*** SUPPLIED ENTRIES
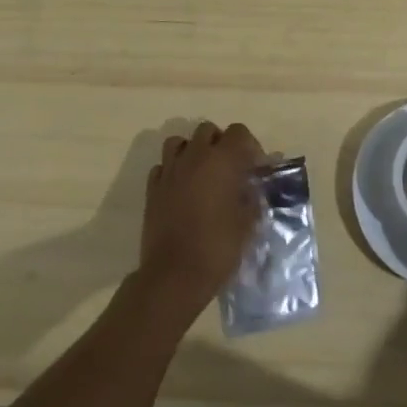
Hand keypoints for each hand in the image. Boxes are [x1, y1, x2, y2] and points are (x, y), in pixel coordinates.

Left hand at [139, 121, 263, 313]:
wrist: (174, 276)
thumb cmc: (217, 248)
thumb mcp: (247, 223)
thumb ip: (252, 197)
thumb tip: (253, 186)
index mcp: (222, 160)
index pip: (239, 132)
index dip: (249, 146)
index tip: (254, 168)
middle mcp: (194, 156)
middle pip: (208, 130)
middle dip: (220, 143)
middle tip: (229, 168)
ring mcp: (170, 170)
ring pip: (179, 142)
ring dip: (192, 150)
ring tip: (201, 172)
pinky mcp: (152, 188)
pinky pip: (163, 166)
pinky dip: (173, 170)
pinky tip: (180, 188)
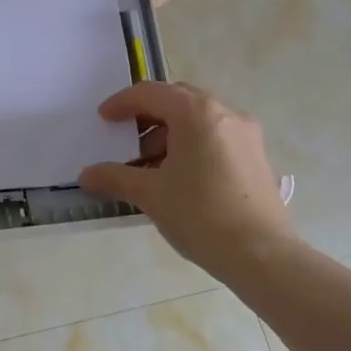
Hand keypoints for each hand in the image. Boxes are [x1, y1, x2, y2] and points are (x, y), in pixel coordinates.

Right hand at [79, 82, 299, 277]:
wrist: (263, 256)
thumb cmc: (201, 215)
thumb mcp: (150, 194)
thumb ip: (114, 177)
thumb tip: (86, 175)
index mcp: (197, 113)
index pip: (150, 93)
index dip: (122, 103)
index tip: (103, 120)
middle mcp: (225, 113)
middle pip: (177, 99)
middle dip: (147, 115)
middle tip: (126, 138)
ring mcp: (245, 134)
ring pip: (198, 118)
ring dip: (169, 133)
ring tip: (149, 165)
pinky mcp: (256, 156)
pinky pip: (215, 135)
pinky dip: (191, 144)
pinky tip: (177, 176)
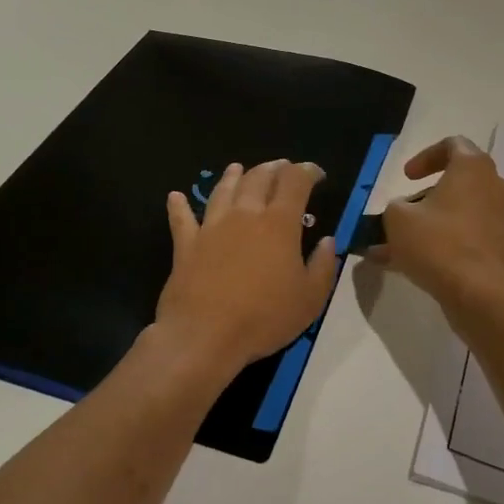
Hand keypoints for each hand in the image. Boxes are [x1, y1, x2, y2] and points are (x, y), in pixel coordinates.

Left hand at [158, 160, 338, 376]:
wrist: (204, 336)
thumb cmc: (264, 317)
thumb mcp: (310, 298)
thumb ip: (324, 266)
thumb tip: (328, 241)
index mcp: (278, 223)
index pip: (295, 182)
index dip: (307, 171)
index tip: (317, 174)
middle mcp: (245, 215)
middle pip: (258, 178)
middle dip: (273, 168)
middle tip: (282, 168)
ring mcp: (211, 227)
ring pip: (223, 190)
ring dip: (233, 176)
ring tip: (238, 168)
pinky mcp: (186, 245)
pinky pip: (181, 219)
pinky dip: (179, 206)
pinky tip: (176, 197)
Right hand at [369, 137, 503, 310]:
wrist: (478, 293)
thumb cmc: (437, 243)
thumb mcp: (398, 218)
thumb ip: (397, 206)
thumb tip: (405, 210)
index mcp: (473, 167)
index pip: (453, 145)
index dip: (425, 157)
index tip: (407, 177)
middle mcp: (495, 186)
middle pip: (459, 180)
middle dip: (427, 195)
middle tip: (404, 211)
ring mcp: (503, 217)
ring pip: (462, 211)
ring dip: (433, 222)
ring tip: (399, 246)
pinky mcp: (503, 246)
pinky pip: (469, 235)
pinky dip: (445, 242)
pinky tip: (413, 265)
******
ASSIGNMENT: All entries above are to be reproduced exactly, with no pictures.

FINISHED TASK:
Hand keypoints for each hand in the image. Boxes are [x1, y1, x2, y2] and points are (x, y), in pixel coordinates.

Left hand at [139, 121, 263, 313]:
wrist: (174, 276)
thumb cmc: (217, 248)
thumb mcp: (247, 223)
thumb ip: (252, 197)
thumb tip: (253, 186)
index mcp: (222, 160)
index pip: (239, 132)
index dip: (249, 146)
index tip: (254, 168)
middle mcp: (194, 156)
middle pip: (208, 130)
middle dip: (220, 143)
middle tip: (229, 168)
ring mcp: (170, 170)
ring pip: (179, 142)
ring dip: (192, 150)
ring tip: (201, 172)
pinky mcp: (152, 188)
pinky pip: (163, 166)
pinky dip: (173, 170)
pinky tip: (180, 188)
Hand keypoints for each hand in the image. Boxes are [x1, y1, x2, y2] and points are (x, y), in pixel coordinates.

Right hand at [79, 82, 299, 277]:
wrist: (263, 256)
thumb cmc: (201, 215)
thumb mcp: (150, 194)
thumb ip: (114, 177)
thumb tip: (86, 175)
index mcp: (197, 113)
index pip: (150, 93)
index dip: (122, 103)
index tip: (103, 120)
middle mcp: (225, 113)
middle pip: (177, 99)
middle dip: (147, 115)
middle tip: (126, 138)
ring mcp: (245, 134)
ring pip: (198, 118)
ring dip: (169, 133)
ring tip: (149, 165)
pinky mcp: (256, 156)
pinky pip: (215, 135)
pinky dip: (191, 144)
pinky tip: (177, 176)
Hand keypoints for each hand in the image. Boxes are [x1, y1, x2, y2] and points are (x, y), in pixel coordinates.

Left hand at [158, 160, 338, 376]:
wrist: (204, 336)
thumb cmc: (264, 317)
thumb mcp: (310, 298)
thumb ip: (324, 266)
thumb tip: (328, 241)
index mcp: (278, 223)
index pip: (295, 182)
index dip: (307, 171)
index tip: (317, 174)
middle mcp: (245, 215)
middle pip: (258, 178)
middle dip: (273, 168)
middle tip: (282, 168)
ring mcp: (211, 227)
ring pip: (223, 190)
ring dip: (233, 176)
ring tip: (238, 168)
pinky mcp: (186, 245)
pinky pip: (181, 219)
pinky dip: (179, 206)
pinky tip: (176, 197)
Right hand at [369, 137, 503, 310]:
wrist: (478, 293)
thumb cmc: (437, 243)
thumb mcp: (398, 218)
thumb ip: (397, 206)
thumb tip: (405, 210)
index mcp: (473, 167)
index pip: (453, 145)
index dip: (425, 157)
index tip: (407, 177)
middle mcp: (495, 186)
middle pip: (459, 180)
middle dip: (427, 195)
middle tip: (404, 211)
ring mcp: (503, 217)
ring pip: (462, 211)
ring dip: (433, 222)
ring tip: (399, 246)
pinky mcp: (503, 246)
pinky pip: (469, 235)
pinky dip: (445, 242)
pinky tip: (413, 265)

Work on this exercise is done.